- Relator(a)
- Ministro Afrânio Vilela
- Órgão julgador
- Segunda Turma
- Data do julgamento
- 22/04/2026
- Data de publicação
- 28/04/2026
STJ – Acórdão, Rel. Ministro Afrânio Vilela, Segunda Turma, j. 22/04/2026, p. 28/04/2026
TRIBUTÁRIO E PROCESSUAL CIVIL. AGRAVO INTERNO NO RECURSO ESPECIAL. EXECUÇÃO FISCAL. EMBARGOS À EXECUÇÃO. HONORÁRIOS ADVOCATÍCIOS. CUMULAÇÃO. POSSIBILIDADE. TEMA 587/STJ. AGRAVO INTERNO NÃO PROVIDO. 1. A jurisprudência desta Corte Superior é pacífica no sentido de que é possível a cumulação de honorários advocatícios fixados na execução fiscal e nos embargos à execução, desde que respeitados os limites percentuais previstos no art. 85, § 3º, do CPC. Tal entendimento foi consolidado no julgamento do REsp 1.520.710/SC, sob o rito dos recursos repetitivos (Tema 587/STJ). Consoante entendimento do Superior Tribunal de Justiça, podem ser arbitrados honorários advocatícios de sucumbência na sentença de extinção da execução fiscal mesmo que a sentença de procedência do pedido feito em ação conexa (embargos à execução/ação anulatória) já tenha fixado outra verba honorária, na hipótese em que o magistrado não opte por um único arbitramento para ambas as ações. 2. O acórdão recorrido, ao afastar a possibilidade de cumulação de honorários sob o fundamento de que os embargos à execução foram acolhidos, contrariou o entendimento firmado no Tema 587/STJ, que admite a fixação de honorários em ambas as ações, de forma relativamente autônoma, mesmo em casos de procedência dos embargos. 3. Por fim, quanto à alegação de preclusão, não há como prosperar.
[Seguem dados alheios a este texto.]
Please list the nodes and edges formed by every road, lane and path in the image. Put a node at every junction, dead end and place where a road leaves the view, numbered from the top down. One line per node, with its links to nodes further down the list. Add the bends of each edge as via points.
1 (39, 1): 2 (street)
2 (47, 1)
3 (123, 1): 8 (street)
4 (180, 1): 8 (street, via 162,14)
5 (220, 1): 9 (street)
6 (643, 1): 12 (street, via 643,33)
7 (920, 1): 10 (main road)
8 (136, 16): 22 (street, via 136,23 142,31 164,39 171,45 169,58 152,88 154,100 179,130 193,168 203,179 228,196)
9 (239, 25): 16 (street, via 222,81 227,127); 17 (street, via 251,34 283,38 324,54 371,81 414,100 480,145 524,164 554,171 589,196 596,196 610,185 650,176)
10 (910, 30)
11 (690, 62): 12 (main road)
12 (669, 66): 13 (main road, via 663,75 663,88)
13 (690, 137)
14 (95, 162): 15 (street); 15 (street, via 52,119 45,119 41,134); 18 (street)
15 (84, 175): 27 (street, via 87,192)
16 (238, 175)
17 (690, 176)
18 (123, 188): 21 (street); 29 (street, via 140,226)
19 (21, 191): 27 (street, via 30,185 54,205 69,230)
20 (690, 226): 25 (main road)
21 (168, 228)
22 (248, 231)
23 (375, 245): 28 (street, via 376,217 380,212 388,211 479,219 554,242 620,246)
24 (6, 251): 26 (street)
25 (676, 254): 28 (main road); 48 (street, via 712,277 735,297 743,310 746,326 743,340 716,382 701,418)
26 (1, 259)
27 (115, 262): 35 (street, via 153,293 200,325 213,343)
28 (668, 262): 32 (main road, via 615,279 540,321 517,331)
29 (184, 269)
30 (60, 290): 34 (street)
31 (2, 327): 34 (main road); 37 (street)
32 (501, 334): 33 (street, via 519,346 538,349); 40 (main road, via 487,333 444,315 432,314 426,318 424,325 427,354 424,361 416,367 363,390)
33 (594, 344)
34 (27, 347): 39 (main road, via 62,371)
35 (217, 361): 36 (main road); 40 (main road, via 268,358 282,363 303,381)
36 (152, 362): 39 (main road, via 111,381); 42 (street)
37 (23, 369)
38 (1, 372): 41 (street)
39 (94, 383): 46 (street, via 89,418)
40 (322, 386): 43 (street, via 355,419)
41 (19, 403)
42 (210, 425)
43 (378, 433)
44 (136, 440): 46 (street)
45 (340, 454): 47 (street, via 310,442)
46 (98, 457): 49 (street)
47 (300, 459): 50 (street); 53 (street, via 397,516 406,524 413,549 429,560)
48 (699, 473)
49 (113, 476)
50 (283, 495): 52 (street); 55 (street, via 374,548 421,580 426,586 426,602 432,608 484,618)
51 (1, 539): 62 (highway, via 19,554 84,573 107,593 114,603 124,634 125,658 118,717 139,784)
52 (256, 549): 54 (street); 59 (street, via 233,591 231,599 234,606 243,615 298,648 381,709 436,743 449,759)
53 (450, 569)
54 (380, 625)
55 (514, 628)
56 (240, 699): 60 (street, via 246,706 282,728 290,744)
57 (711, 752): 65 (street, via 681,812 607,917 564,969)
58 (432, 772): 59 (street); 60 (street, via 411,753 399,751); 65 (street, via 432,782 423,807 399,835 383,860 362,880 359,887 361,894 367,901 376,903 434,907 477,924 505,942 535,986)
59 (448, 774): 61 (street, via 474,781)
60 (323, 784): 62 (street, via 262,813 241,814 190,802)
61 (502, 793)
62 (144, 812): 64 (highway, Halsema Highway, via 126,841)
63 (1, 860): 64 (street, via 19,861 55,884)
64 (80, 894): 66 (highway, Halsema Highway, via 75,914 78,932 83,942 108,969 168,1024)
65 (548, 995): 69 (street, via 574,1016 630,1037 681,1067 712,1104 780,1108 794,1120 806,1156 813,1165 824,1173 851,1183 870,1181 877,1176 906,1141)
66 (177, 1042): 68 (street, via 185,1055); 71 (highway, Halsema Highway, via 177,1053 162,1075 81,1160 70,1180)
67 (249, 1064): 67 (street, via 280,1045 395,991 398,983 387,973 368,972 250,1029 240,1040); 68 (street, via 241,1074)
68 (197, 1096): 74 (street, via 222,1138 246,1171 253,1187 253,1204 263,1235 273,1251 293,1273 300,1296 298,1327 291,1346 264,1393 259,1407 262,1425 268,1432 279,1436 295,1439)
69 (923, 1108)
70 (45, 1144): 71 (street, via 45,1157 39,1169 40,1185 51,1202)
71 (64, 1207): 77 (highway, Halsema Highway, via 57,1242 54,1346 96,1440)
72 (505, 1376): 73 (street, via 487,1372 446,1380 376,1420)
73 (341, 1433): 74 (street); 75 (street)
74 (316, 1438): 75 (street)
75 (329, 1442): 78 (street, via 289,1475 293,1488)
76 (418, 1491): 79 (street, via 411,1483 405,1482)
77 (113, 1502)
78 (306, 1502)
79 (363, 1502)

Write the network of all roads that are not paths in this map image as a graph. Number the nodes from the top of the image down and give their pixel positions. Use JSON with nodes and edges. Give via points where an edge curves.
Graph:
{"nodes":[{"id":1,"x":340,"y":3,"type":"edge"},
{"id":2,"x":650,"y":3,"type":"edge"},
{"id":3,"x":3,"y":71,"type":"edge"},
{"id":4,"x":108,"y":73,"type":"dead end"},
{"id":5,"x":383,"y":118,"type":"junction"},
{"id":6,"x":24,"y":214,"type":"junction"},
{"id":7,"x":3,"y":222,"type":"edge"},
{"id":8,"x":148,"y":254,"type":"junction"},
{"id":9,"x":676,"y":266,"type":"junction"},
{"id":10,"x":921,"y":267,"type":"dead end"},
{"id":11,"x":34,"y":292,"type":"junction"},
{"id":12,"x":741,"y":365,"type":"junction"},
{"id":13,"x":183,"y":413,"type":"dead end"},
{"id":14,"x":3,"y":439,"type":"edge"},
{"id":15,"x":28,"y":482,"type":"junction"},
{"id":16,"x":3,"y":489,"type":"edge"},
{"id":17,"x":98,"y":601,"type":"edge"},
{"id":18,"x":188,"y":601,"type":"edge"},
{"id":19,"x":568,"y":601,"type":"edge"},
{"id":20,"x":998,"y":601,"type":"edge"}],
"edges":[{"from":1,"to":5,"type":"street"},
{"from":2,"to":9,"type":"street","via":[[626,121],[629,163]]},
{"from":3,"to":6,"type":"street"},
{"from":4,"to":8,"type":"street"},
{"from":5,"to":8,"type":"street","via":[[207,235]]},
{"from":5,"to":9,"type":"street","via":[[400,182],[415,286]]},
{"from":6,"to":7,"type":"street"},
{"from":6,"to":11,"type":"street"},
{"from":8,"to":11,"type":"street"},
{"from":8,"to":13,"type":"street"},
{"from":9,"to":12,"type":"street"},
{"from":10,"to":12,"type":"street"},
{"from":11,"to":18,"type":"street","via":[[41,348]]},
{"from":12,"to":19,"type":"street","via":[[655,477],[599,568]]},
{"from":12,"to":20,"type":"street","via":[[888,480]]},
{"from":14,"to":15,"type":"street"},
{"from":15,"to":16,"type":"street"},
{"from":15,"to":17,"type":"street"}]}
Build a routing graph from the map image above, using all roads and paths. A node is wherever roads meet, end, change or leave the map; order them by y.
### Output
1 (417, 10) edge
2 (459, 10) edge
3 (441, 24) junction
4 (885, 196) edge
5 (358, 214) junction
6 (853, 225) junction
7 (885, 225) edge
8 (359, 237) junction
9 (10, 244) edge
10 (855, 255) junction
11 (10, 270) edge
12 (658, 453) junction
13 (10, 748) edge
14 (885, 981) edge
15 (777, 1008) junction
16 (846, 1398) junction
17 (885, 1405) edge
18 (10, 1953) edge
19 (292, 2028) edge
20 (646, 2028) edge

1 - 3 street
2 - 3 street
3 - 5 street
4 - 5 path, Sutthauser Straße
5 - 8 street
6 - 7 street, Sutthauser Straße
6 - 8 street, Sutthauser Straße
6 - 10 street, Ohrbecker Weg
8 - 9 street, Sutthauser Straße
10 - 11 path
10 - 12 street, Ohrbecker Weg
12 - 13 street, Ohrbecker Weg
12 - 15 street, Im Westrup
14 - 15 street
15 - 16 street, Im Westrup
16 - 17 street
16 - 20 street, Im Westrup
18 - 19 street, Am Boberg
A matéria relativa à fixação de honorários advocatícios é de ordem pública e pode ser analisada em qualquer fase do processo, especialmente quando há recurso interposto para discutir a questão. Ademais, a decisão agravada não implica supressão de instância, mas apenas a aplicação do entendimento consolidado por esta Corte Superior, cabendo ao Tribunal de origem proceder ao arbitramento dos honorários de acordo com os parâmetros estabelecidos. 4. Agravo interno não provido. (AgInt no REsp n. 2.186.326/GO, relator Ministro Afrânio Vilela, Segunda Turma, julgado em 22/4/2026, DJEN de 28/4/2026.)